La figure (3) représente la projection d’un carré et d’un cercle inscrit dans le carré, entre plans parallèles. On notera que même si le cercle est très loin de l’axe optique AA (cercle N°3 sur la figure 3), la projection de ce cercle reste un cercle, bien que le cône de rayons correspondant soit très incliné.

Si le plan de projection est incliné par rapport au plan de l’objet, la projection d’un carré devient un trapèze et le cercle inscrit dans le carré devient une ellipse inscrite dans le trapèze (figure 4). Toute droite de l’objet se projette comme une droite si la surface de projection est plane; donc il n’apparaît pas de distorsion optique dans laquelle une droite se projetterait comme une courbe, un rectangle prenant la forme d’un barillet ou d’un coussinet. Bien entendu, si la projection est faite sur un cylindre ou toute autre surface non plane, on obtient une image en anamorphose, un jeu avec les formes très en vogue à la Renaissance [1].

Bien noter que dans la camera obscura l’inclinaison de la planchette portant le petit trou n’a aucune importance pour ce qui est de ce tracé géométrique, mais en pratique, l’angle des rayons pouvant sortir d’un sténopé étant limité, incliner la planchette n’est pas sans influence sur la luminosité de l’objet. L’inclinaison de la surface portant le sténopé n’induira pas de distorsion supplémentaire, mais simplement un assombrissement dissymétrique des bords de l’image par obstruction des rayons les plus inclinés.

Figure 3: Projection d’un cercle et d’un carré sur un plan parallèle à l’objet

 

Figure 4: Projection d’un cercle et d’un carré sur un plan incliné

 

1.2 Distorsion en trapèze lors de la photographie d’une façade d’édifice

Le tracé de perspective de la camera obscura explique directement la distorsion en trapèze que l’on obtient en photographiant la façade d’un édifice avec une camera obscura penchée vers le haut ;nous montrerons dans la suite de l’article que ce tracé reste valable pour un appareil photo équipé d’un objectif, dans presque tous les cas d’usage pratique.

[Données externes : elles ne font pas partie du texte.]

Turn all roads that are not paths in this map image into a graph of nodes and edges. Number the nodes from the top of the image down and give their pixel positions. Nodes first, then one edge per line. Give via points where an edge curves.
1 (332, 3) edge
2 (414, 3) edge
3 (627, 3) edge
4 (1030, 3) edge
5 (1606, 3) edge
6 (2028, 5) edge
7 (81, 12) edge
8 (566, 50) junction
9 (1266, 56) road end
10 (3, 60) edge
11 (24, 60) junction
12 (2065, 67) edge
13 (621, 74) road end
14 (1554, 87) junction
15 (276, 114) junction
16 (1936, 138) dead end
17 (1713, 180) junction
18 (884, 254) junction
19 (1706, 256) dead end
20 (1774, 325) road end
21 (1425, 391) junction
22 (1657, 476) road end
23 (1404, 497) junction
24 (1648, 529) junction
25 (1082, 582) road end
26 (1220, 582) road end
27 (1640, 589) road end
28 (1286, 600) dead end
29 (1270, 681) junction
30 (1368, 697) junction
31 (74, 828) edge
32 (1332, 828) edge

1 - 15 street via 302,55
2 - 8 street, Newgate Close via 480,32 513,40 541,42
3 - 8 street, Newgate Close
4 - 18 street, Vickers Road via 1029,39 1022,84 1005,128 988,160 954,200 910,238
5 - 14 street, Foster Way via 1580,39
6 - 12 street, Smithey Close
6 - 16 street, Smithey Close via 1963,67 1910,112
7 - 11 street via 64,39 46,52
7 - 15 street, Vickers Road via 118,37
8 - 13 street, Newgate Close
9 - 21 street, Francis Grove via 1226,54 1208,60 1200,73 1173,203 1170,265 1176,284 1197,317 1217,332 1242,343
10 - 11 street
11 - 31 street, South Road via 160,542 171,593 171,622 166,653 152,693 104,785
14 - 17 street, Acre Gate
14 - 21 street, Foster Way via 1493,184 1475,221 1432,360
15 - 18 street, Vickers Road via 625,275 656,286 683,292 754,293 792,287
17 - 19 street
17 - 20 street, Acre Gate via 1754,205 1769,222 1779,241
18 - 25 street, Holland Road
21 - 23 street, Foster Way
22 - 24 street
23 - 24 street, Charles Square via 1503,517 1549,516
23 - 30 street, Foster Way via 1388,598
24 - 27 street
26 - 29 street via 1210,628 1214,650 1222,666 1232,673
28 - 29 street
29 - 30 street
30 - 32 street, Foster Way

Figure 5: Camera obscura et distorsion en trapèze - (a) Avec décentrement vertical, plan de projection parallèle au plan de la façade - (b) En pointant un appareil dépourvu de mouvements vers le haut, le plan de projection devient incliné par rapport au plan de l’objet photographié

 

Pour éviter la distorsion en trapèze, que ne laissent jamais apparaître ni les artistes de la Renaissance, ni par la suite, aucun peintre ni aucun photographe d’architecture respectueux des règles anciennes (distorsion due à la projection, et qui n’est pas liée à la distorsion optique intrinsèque d’un objectif), il suffit d’utiliser le décentrement vertical, ce qu’il est possible de faire facilement avec une chambre ou une optique à décentrement (figure 5a), ou encore par correction via un post-traitement numérique, ce qui n’est pas toujours si facile.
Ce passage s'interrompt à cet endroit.